- _Supplied records_:
===

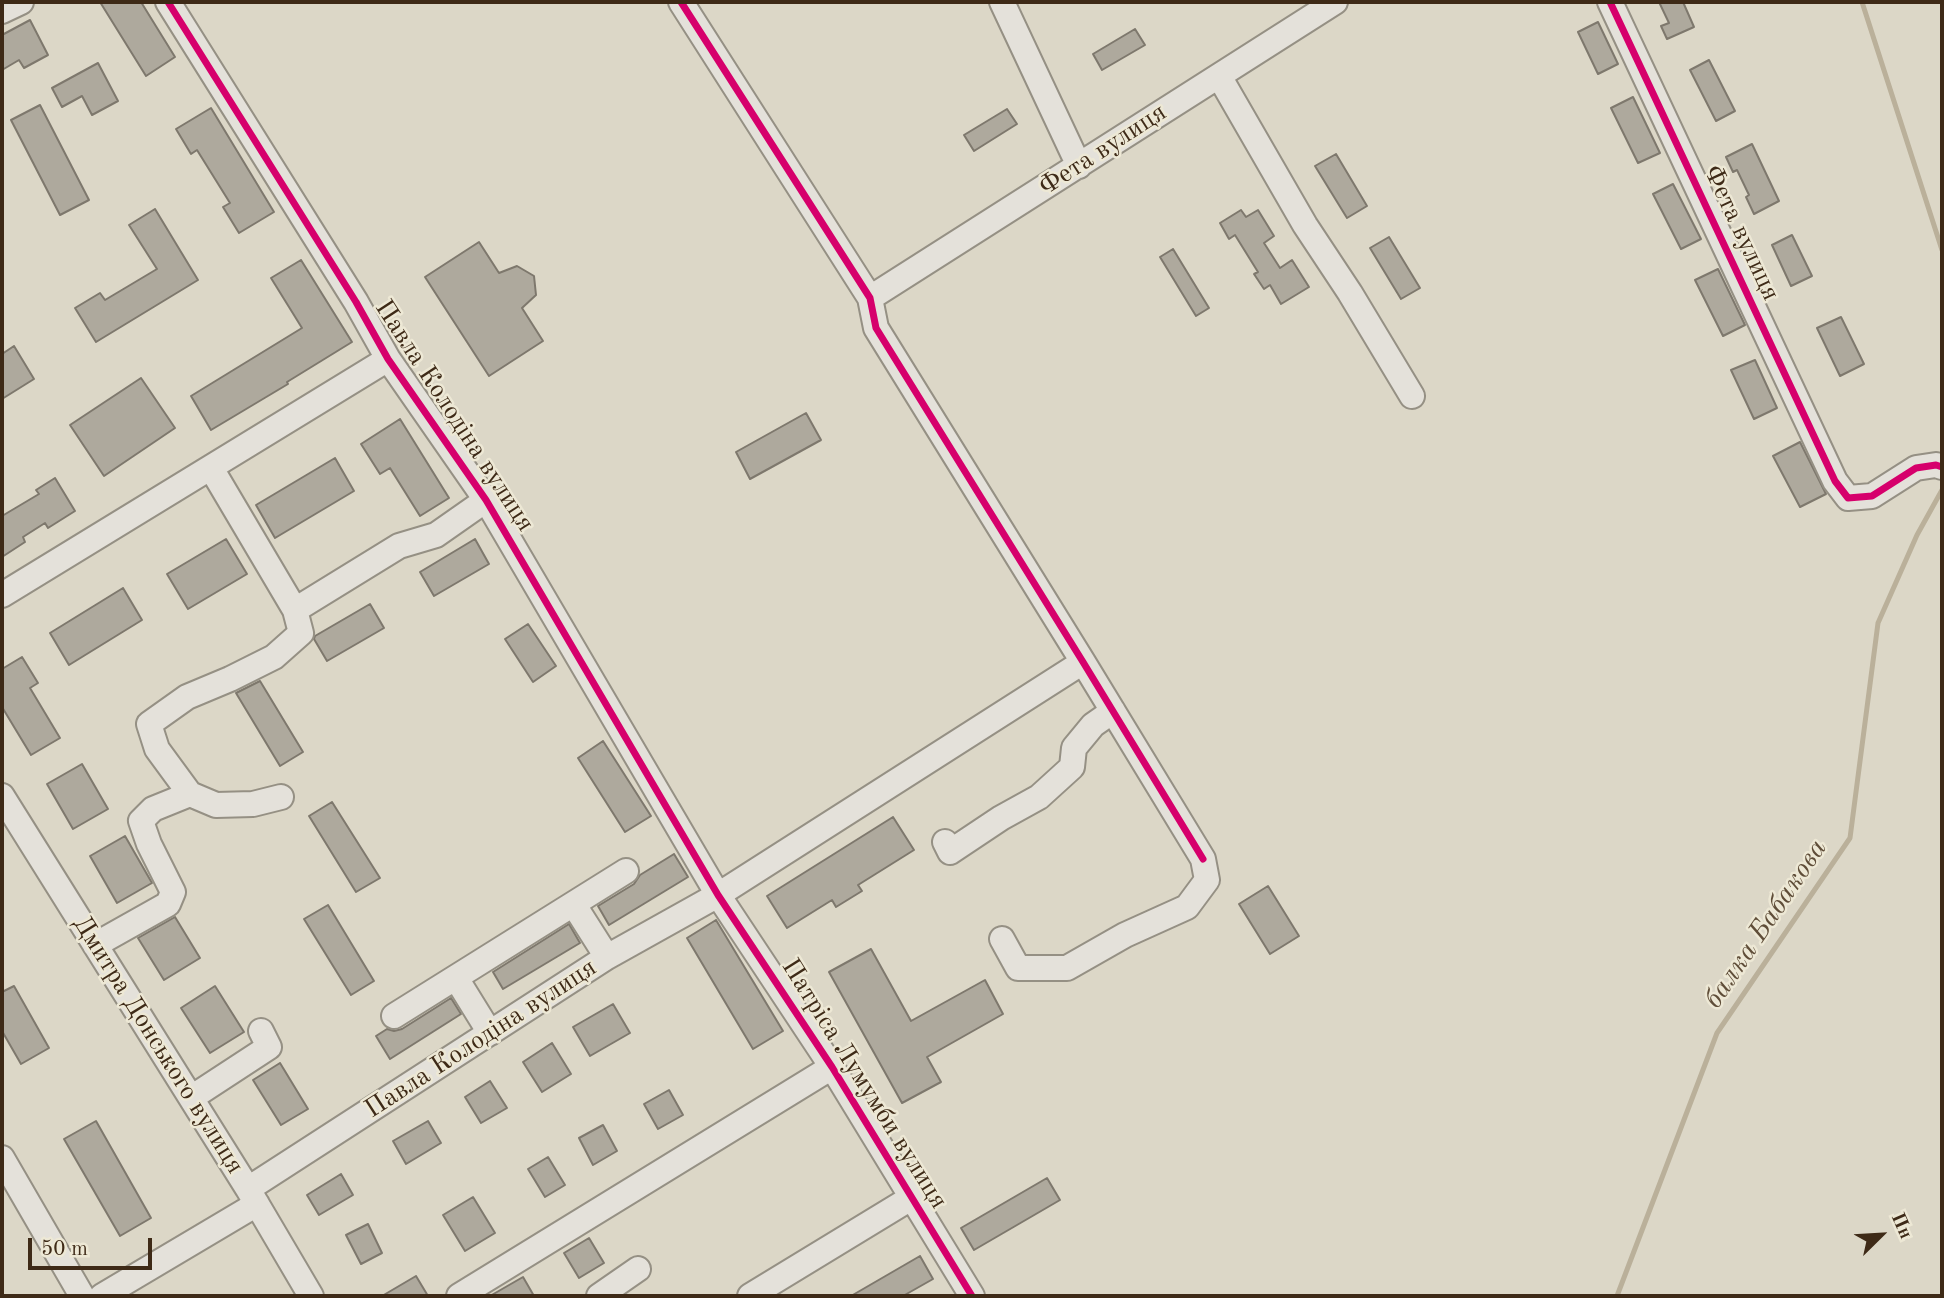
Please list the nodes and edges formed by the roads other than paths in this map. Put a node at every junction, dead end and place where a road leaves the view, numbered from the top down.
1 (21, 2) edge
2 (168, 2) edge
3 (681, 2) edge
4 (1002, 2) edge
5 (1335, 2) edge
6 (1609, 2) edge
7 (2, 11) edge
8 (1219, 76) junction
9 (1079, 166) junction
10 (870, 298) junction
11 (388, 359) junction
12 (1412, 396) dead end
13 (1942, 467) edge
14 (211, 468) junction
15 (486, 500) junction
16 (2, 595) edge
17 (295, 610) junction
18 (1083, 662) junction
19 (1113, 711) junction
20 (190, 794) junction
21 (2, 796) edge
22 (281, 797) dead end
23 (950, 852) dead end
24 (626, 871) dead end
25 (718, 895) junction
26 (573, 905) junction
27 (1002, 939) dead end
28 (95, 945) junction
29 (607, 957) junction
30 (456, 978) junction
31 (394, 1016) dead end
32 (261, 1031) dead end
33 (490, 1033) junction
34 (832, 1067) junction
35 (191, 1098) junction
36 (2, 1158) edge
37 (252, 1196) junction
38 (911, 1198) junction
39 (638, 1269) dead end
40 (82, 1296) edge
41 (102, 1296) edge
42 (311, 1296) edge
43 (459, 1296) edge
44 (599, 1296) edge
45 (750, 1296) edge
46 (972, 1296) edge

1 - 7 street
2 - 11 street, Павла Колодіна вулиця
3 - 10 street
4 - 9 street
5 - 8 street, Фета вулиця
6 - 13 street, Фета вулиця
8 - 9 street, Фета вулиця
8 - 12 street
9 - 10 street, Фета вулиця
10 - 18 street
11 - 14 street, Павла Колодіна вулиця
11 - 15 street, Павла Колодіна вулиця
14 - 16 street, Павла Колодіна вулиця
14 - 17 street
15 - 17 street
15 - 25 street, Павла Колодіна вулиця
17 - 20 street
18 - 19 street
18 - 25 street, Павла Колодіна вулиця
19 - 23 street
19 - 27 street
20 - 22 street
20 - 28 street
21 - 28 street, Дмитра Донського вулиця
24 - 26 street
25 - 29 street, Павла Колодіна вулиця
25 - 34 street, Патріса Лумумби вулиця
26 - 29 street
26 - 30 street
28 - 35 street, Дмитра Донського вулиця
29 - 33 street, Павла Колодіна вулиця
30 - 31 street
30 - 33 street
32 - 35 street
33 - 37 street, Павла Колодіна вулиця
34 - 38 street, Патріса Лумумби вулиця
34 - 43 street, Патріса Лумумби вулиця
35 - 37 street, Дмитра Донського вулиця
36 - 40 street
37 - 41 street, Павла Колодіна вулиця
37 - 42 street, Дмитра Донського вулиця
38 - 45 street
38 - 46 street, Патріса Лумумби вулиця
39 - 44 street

===

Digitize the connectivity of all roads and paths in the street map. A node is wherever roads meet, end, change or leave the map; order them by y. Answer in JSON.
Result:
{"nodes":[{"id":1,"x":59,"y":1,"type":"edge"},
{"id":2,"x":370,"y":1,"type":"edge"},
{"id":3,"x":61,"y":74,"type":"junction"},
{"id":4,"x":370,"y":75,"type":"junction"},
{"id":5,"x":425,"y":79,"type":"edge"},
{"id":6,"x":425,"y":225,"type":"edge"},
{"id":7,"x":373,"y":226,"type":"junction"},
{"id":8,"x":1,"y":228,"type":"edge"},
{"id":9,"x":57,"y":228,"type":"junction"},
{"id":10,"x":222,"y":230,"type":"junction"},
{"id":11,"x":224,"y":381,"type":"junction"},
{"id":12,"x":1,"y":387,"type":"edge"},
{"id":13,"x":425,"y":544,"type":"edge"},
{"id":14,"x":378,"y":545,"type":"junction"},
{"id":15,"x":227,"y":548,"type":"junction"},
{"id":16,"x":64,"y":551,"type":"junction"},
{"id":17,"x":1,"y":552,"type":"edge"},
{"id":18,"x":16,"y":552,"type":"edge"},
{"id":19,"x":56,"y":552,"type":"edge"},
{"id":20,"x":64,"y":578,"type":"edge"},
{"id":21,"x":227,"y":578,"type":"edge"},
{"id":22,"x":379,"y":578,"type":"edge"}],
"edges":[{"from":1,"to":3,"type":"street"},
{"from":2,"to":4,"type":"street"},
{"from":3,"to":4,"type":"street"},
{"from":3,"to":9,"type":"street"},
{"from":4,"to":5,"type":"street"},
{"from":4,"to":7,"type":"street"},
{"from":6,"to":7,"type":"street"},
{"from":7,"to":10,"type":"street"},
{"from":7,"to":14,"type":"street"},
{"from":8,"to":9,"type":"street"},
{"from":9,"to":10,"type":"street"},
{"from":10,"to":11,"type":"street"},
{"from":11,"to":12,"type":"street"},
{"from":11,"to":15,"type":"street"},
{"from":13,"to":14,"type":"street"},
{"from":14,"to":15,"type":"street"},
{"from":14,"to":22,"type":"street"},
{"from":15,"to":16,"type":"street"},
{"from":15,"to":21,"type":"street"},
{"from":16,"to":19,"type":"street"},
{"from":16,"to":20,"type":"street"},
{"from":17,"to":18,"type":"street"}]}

===

Look through the listing, and copy each line that contains the word "edges".

- _Response_:
Please list the nodes and edges formed by the roads other than paths in this map. Put a node at every junction, dead end and place where a road leaves the view, numbered from the top down.
"edges":[{"from":1,"to":3,"type":"street"},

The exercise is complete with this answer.